Il neo-tomismo napoletano

Dopo essermi accostato al n’2 di “Annali del 28 Distretto Scolastico di Afragola” del 1991 e aver letto il saggio su “Il Neotomismo napoletano e la filosofia cristiana nel secolo XIX che portava la firma di Concetta Piccirillo, ne sono uscito, a dir poco, insoddisfatto mi aspettavo probabilmente un contributo più profondo, che fugasse la tentazione dello sterile “descrittivismo” giornalistico per impegnarsi ad enucleare più esaustivamente la problematica.
Il Movimento culturale di matrice cattolica conosciuto col nome di “neo-tomismo” napoletano, sono verso la metà del sec. XIX non è stato ancora valorizzato in tutta la sua valenza squisitamente filosofica egemone di turno (positivismo, kantismo ed heghelismo) monopolizzava l’intellighentia napoletana, emerse prepotente una scuola, quella neo-tomista, appunto, che ebbe il coraggio dell’anticonvenzionalità e della originalità. Non si tratta di un ritorno pedissequo ad una sterile scolastica settecentesca, ma di una originale rivisitazione del pensiero del Doctor Angelicus ponente il problema metafisico al centro della speculazione filosofica, in palese contrapposizione agli epigoni agnostici della critica kantiana, che avevano defenestrato il “problema Dio” in quanto non indagabile (Kant affermava infatti che su Dio è impossibile dire qualcosa in quanto il motore della nostra mente funziona eslusivamente con la benzina spazio-tempo). Corollario di questa filosofia è l’impossibilità di una fondazione ontologica della morale.
L’heghelismo è, sul piano sia morale che antropologico, non meno nefasto del kantismo e l’opposizione della scuola napoletana all’idealismo è, parimenti, molto forte. Corollario della tesi hegheliana infatti è il panteismo (tutto è Dio perché per Heghel tutto è Spirito. Il dualismo cartesiano viene risolto nel monismo.
Anche le cose materiali non sono altro che lo Spirito che si concretizza, che si fa materia) nonché il panpsichismo e il pantragismo. Da qui alla formulazione dello “StatoEtico” (nel quale la giustizia e la legalità coincidono) il passo è breve. Nello “stato di diritto” per esempio, una legge può anche essere ingiusta; nello “stato etico” no (si pensi a Hitler). La legge è giusta perché lo stato è la suprema incarnazione dello Spirito.
I neo-tomisti attaccano questo concezione. La persona umana infatti rischia, in questo ambito, di assumere un ruolo di marginalità o di “corollario nell’orizzonte giuridico” (cfr. PRISCO G., Principi della filosofia, del diritto sulle basi dell’etica, Napoli 1872, 68).

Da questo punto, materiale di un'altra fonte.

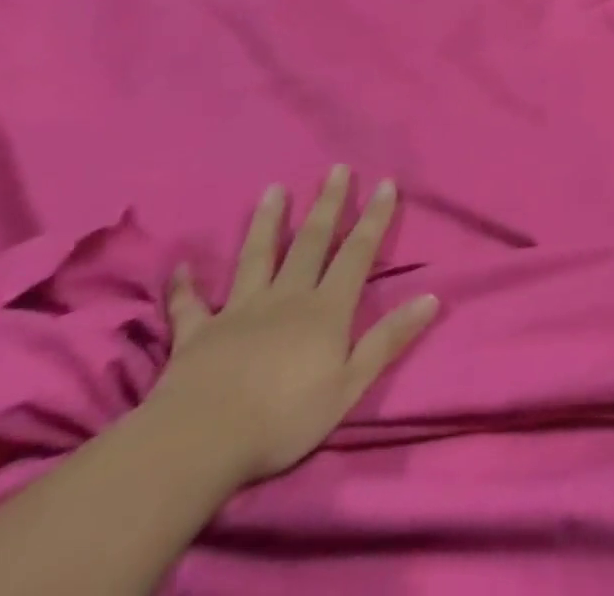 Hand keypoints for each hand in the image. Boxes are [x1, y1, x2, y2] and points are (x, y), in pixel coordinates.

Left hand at [151, 166, 439, 486]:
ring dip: (267, 222)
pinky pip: (191, 306)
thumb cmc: (283, 419)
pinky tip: (181, 267)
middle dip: (328, 204)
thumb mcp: (349, 385)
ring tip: (273, 190)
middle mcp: (287, 298)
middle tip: (337, 169)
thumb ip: (388, 339)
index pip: (357, 253)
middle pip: (312, 242)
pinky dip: (185, 287)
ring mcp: (240, 312)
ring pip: (257, 257)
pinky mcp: (197, 335)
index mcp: (326, 309)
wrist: (198, 443)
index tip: (385, 183)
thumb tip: (432, 297)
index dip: (374, 218) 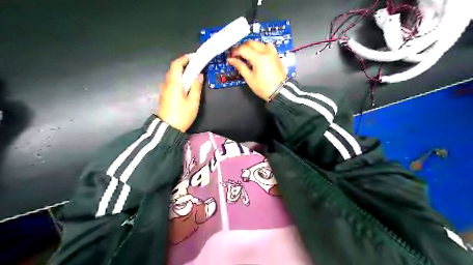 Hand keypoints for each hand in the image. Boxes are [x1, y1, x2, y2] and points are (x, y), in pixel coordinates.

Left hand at [155, 55, 202, 131]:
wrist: (168, 129)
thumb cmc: (182, 115)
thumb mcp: (193, 102)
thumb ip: (196, 87)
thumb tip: (199, 76)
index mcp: (174, 83)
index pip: (177, 65)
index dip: (184, 58)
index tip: (194, 57)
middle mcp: (167, 84)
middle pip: (173, 69)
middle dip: (184, 65)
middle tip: (195, 66)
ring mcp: (164, 90)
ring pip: (172, 76)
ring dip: (181, 73)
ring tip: (192, 75)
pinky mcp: (164, 96)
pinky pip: (171, 83)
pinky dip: (178, 80)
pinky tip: (185, 86)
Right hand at [228, 40, 286, 100]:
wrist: (279, 91)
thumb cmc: (264, 87)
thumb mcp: (249, 78)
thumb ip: (240, 66)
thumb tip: (232, 60)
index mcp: (258, 57)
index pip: (243, 48)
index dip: (235, 52)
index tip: (231, 57)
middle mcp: (266, 51)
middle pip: (250, 43)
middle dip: (242, 48)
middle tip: (237, 56)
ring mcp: (272, 52)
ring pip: (258, 43)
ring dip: (250, 47)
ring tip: (246, 56)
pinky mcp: (275, 55)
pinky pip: (266, 46)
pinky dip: (260, 47)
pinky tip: (257, 55)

Il tentativo poi di svilimento storico di stampo positivista si presenta con gli stessi caratteri di pericolosità delle due concezioni precedentemente attaccate.
Il contributo di codesta scuola e la rilevanza dei suoi influssi è notevole: dalla gnoseologia alla metafisica, dal diritto alla teologia. L’aspetto però ancora da valorizzare è rappresentato, a mio avviso, dall’assenza di “eterosiasticità” tra i due poli culturali che tanto hanno diviso e settorializzato la ricerca, soprattutto in campo cattolico: scienza e fede.
La fondazione della rivista “La Scienza e la Fede” (1849) da parte di Gaetano Sanseverino (il fondatore della scuola) la dice lunga in merito. Il sottotitolo poi è tutto un programma: “Raccolta religiosa, scientifica, letteraria ed artistica che mostra come il sapere umano renda testimonianza alla religione cattolica”.
Questa è la ragione per cui anch’io mi situo concettualmente nell’ambito di questa corrente di pensiero, parafrasando il grande P. Orlando, docente di filosofia Teoretica presso la pontificia facoltà Teologica dell’Italia Meridionale, che si definisce: “Neo-tomista della terza generazione”. Riscoprire il neo-tomismo allora, non significa citare nomi e date; sarebbe come trascurarlo o, forse peggio, deturparlo e questo sarebbe imperdonabile per uomini che tanto parlano di riscatto e di valorizzazione del nostro meridione.